Items from a dataset
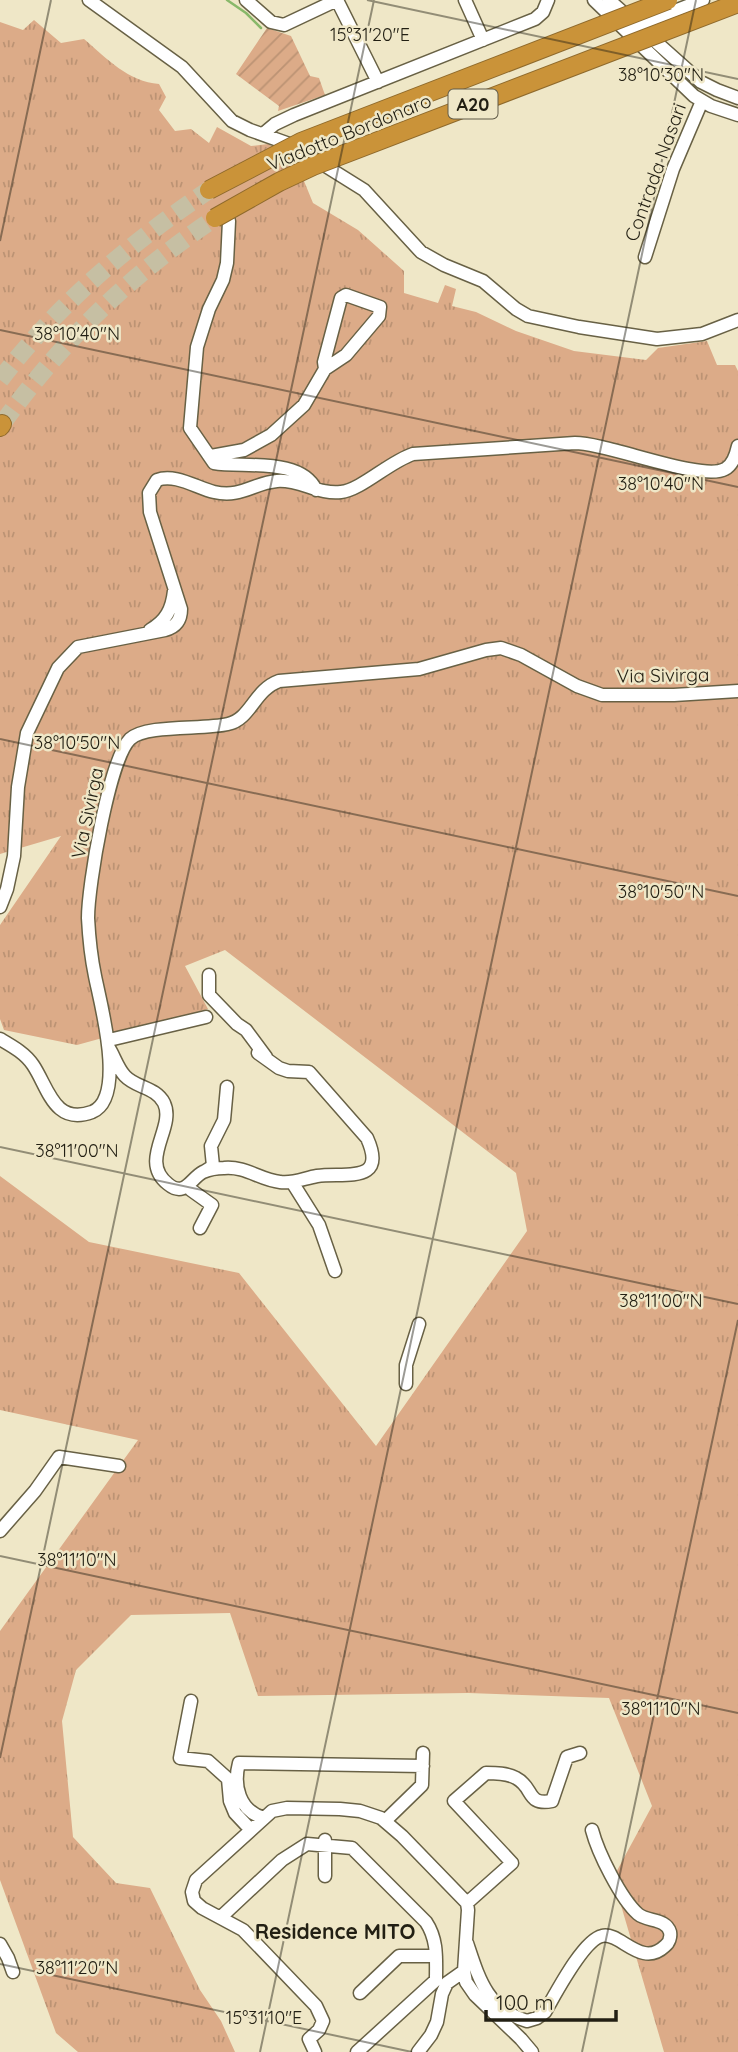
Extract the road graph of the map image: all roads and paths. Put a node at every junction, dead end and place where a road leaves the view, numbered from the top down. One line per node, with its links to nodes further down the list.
1 (89, 0): 17 (street)
2 (246, 0): 3 (street)
3 (337, 0): 13 (street)
4 (465, 0): 12 (street)
5 (548, 0): 12 (street)
6 (594, 0): 11 (street)
7 (609, 0): 11 (street)
8 (668, 0): 18 (highway, Viadotto Bordonaro / A20, bridge)
9 (703, 0): 11 (street)
10 (738, 3): 19 (highway, Viadotto Bordonaro / A20, bridge)
11 (632, 27): 14 (street); 15 (street)
12 (483, 40): 13 (street)
13 (378, 82): 17 (street)
14 (738, 98)
15 (702, 101): 16 (street); 20 (street, Contrada Nasari)
16 (738, 116)
17 (263, 134): 21 (street)
18 (209, 190)
19 (222, 219): 24 (street)
20 (645, 257)
21 (738, 320)
22 (325, 369): 22 (street); 24 (street)
23 (738, 446): 25 (street)
24 (211, 456): 25 (street)
25 (316, 490): 27 (street)
26 (738, 691): 31 (street, Via Sivirga)
27 (0, 907)
28 (209, 975): 33 (street)
29 (206, 1017): 31 (street)
30 (0, 1039): 31 (street, Via Sivirga)
31 (109, 1044): 37 (street)
32 (258, 1053): 33 (street)
33 (270, 1063): 36 (street)
34 (227, 1087): 35 (street)
35 (205, 1171): 36 (street); 37 (street)
36 (292, 1182): 39 (street)
37 (189, 1186): 38 (street)
38 (200, 1228)
39 (335, 1271)
40 (419, 1324): 41 (street)
41 (406, 1384)
42 (119, 1466): 43 (street)
43 (0, 1531)
44 (191, 1701): 48 (street)
45 (580, 1753): 52 (street)
46 (264, 1818): 47 (street); 47 (street); 48 (street)
47 (385, 1821): 52 (street)
48 (250, 1829): 53 (street)
49 (593, 1830): 54 (street)
50 (326, 1842): 51 (street); 53 (street); 56 (street)
51 (325, 1876)
52 (467, 1903): 54 (street)
53 (221, 1917): 60 (street)
54 (466, 1939): 57 (street)
55 (0, 1944): 58 (street)
56 (436, 1956): 59 (street); 61 (street)
57 (464, 1971): 62 (street); 63 (street)
58 (13, 1972)
59 (360, 1993)
60 (315, 2052)
61 (357, 2052)
62 (418, 2052)
63 (532, 2052)

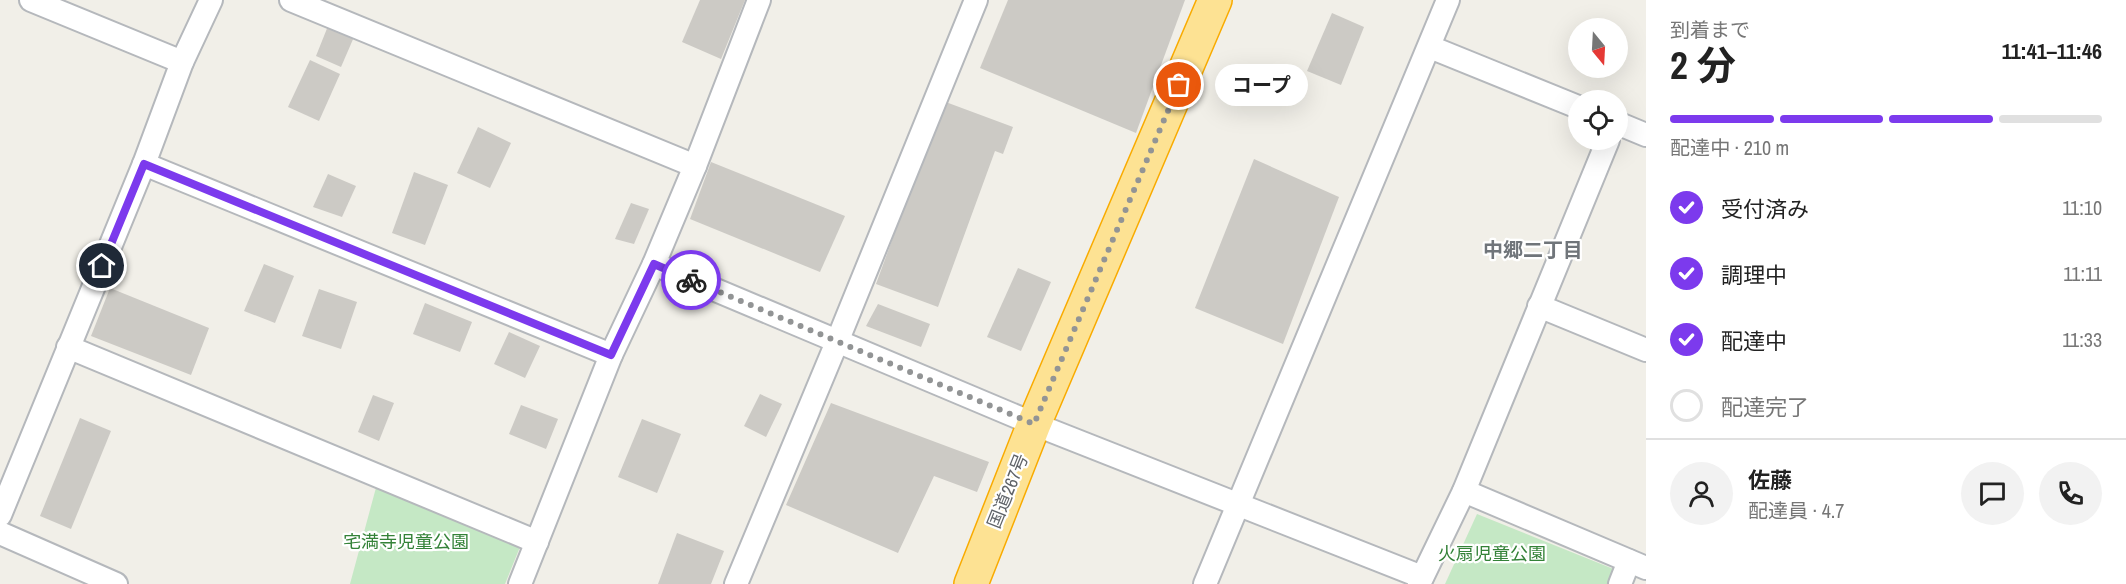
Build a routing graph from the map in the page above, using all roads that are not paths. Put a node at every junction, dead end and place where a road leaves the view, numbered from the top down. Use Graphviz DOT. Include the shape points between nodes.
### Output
graph roads {
  1 [pos="31,0"];
  2 [pos="211,0"];
  3 [pos="291,0"];
  4 [pos="759,0"];
  5 [pos="976,0"];
  6 [pos="1215,0"];
  7 [pos="1448,0"];
  8 [pos="1430,46"];
  9 [pos="182,62"];
  10 [pos="1568,103"];
  11 [pos="1628,128"];
  12 [pos="1646,135"];
  13 [pos="1604,150"];
  14 [pos="144,164"];
  15 [pos="695,166"];
  16 [pos="654,264"];
  17 [pos="1539,306"];
  18 [pos="837,342"];
  19 [pos="68,347"];
  20 [pos="1646,350"];
  21 [pos="611,355"];
  22 [pos="1034,424"];
  23 [pos="1464,491"];
  24 [pos="1238,506"];
  25 [pos="0,515"];
  26 [pos="0,533"];
  27 [pos="537,542"];
  28 [pos="1638,564"];
  29 [pos="1420,580"];
  30 [pos="116,584"];
  31 [pos="520,584"];
  32 [pos="736,584"];
  33 [pos="971,584"];
  34 [pos="1205,584"];
  35 [pos="1620,584"];
  1 -- 9 [label="street"];
  2 -- 9 [label="street"];
  3 -- 15 [label="street"];
  4 -- 15 [label="street"];
  5 -- 18 [label="street"];
  6 -- 22 [label="highway, 国道267号"];
  7 -- 8 [label="street"];
  8 -- 10 [label="street"];
  8 -- 24 [label="street"];
  9 -- 14 [label="street"];
  11 -- 12 [label="street"];
  13 -- 17 [label="street"];
  14 -- 19 [label="street"];
  14 -- 21 [label="street"];
  15 -- 16 [label="street"];
  16 -- 18 [label="street"];
  16 -- 21 [label="street"];
  17 -- 20 [label="street"];
  17 -- 23 [label="street"];
  18 -- 22 [label="street"];
  18 -- 32 [label="street"];
  19 -- 25 [label="street"];
  19 -- 27 [label="street"];
  21 -- 27 [label="street"];
  22 -- 24 [label="street"];
  22 -- 33 [label="highway, 国道267号"];
  23 -- 28 [label="street"];
  23 -- 29 [label="street"];
  24 -- 29 [label="street"];
  24 -- 34 [label="street"];
  26 -- 30 [label="street"];
  27 -- 31 [label="street"];
  28 -- 35 [label="street"];
}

◆ **WHAT YOU WILL DO**
The answer should consist of every line above, exact and free of images.

◆ **RESPONSE**
Extract the road graph of the map image: all roads and paths. Put a node at every junction, dead end and place where a road leaves the view, numbered from the top down. One line per node, with its links to nodes further down the list.
1 (89, 0): 17 (street)
2 (246, 0): 3 (street)
3 (337, 0): 13 (street)
4 (465, 0): 12 (street)
5 (548, 0): 12 (street)
6 (594, 0): 11 (street)
7 (609, 0): 11 (street)
8 (668, 0): 18 (highway, Viadotto Bordonaro / A20, bridge)
9 (703, 0): 11 (street)
10 (738, 3): 19 (highway, Viadotto Bordonaro / A20, bridge)
11 (632, 27): 14 (street); 15 (street)
12 (483, 40): 13 (street)
13 (378, 82): 17 (street)
14 (738, 98)
15 (702, 101): 16 (street); 20 (street, Contrada Nasari)
16 (738, 116)
17 (263, 134): 21 (street)
18 (209, 190)
19 (222, 219): 24 (street)
20 (645, 257)
21 (738, 320)
22 (325, 369): 22 (street); 24 (street)
23 (738, 446): 25 (street)
24 (211, 456): 25 (street)
25 (316, 490): 27 (street)
26 (738, 691): 31 (street, Via Sivirga)
27 (0, 907)
28 (209, 975): 33 (street)
29 (206, 1017): 31 (street)
30 (0, 1039): 31 (street, Via Sivirga)
31 (109, 1044): 37 (street)
32 (258, 1053): 33 (street)
33 (270, 1063): 36 (street)
34 (227, 1087): 35 (street)
35 (205, 1171): 36 (street); 37 (street)
36 (292, 1182): 39 (street)
37 (189, 1186): 38 (street)
38 (200, 1228)
39 (335, 1271)
40 (419, 1324): 41 (street)
41 (406, 1384)
42 (119, 1466): 43 (street)
43 (0, 1531)
44 (191, 1701): 48 (street)
45 (580, 1753): 52 (street)
46 (264, 1818): 47 (street); 47 (street); 48 (street)
47 (385, 1821): 52 (street)
48 (250, 1829): 53 (street)
49 (593, 1830): 54 (street)
50 (326, 1842): 51 (street); 53 (street); 56 (street)
51 (325, 1876)
52 (467, 1903): 54 (street)
53 (221, 1917): 60 (street)
54 (466, 1939): 57 (street)
55 (0, 1944): 58 (street)
56 (436, 1956): 59 (street); 61 (street)
57 (464, 1971): 62 (street); 63 (street)
58 (13, 1972)
59 (360, 1993)
60 (315, 2052)
61 (357, 2052)
62 (418, 2052)
63 (532, 2052)

Build a routing graph from the map in the page above, using all roads that are not paths. Put a node at every junction, dead end and place where a road leaves the view, numbered from the top down. Use Graphviz DOT. Include the shape points between nodes.
### Output
graph roads {
  1 [pos="31,0"];
  2 [pos="211,0"];
  3 [pos="291,0"];
  4 [pos="759,0"];
  5 [pos="976,0"];
  6 [pos="1215,0"];
  7 [pos="1448,0"];
  8 [pos="1430,46"];
  9 [pos="182,62"];
  10 [pos="1568,103"];
  11 [pos="1628,128"];
  12 [pos="1646,135"];
  13 [pos="1604,150"];
  14 [pos="144,164"];
  15 [pos="695,166"];
  16 [pos="654,264"];
  17 [pos="1539,306"];
  18 [pos="837,342"];
  19 [pos="68,347"];
  20 [pos="1646,350"];
  21 [pos="611,355"];
  22 [pos="1034,424"];
  23 [pos="1464,491"];
  24 [pos="1238,506"];
  25 [pos="0,515"];
  26 [pos="0,533"];
  27 [pos="537,542"];
  28 [pos="1638,564"];
  29 [pos="1420,580"];
  30 [pos="116,584"];
  31 [pos="520,584"];
  32 [pos="736,584"];
  33 [pos="971,584"];
  34 [pos="1205,584"];
  35 [pos="1620,584"];
  1 -- 9 [label="street"];
  2 -- 9 [label="street"];
  3 -- 15 [label="street"];
  4 -- 15 [label="street"];
  5 -- 18 [label="street"];
  6 -- 22 [label="highway, 国道267号"];
  7 -- 8 [label="street"];
  8 -- 10 [label="street"];
  8 -- 24 [label="street"];
  9 -- 14 [label="street"];
  11 -- 12 [label="street"];
  13 -- 17 [label="street"];
  14 -- 19 [label="street"];
  14 -- 21 [label="street"];
  15 -- 16 [label="street"];
  16 -- 18 [label="street"];
  16 -- 21 [label="street"];
  17 -- 20 [label="street"];
  17 -- 23 [label="street"];
  18 -- 22 [label="street"];
  18 -- 32 [label="street"];
  19 -- 25 [label="street"];
  19 -- 27 [label="street"];
  21 -- 27 [label="street"];
  22 -- 24 [label="street"];
  22 -- 33 [label="highway, 国道267号"];
  23 -- 28 [label="street"];
  23 -- 29 [label="street"];
  24 -- 29 [label="street"];
  24 -- 34 [label="street"];
  26 -- 30 [label="street"];
  27 -- 31 [label="street"];
  28 -- 35 [label="street"];
}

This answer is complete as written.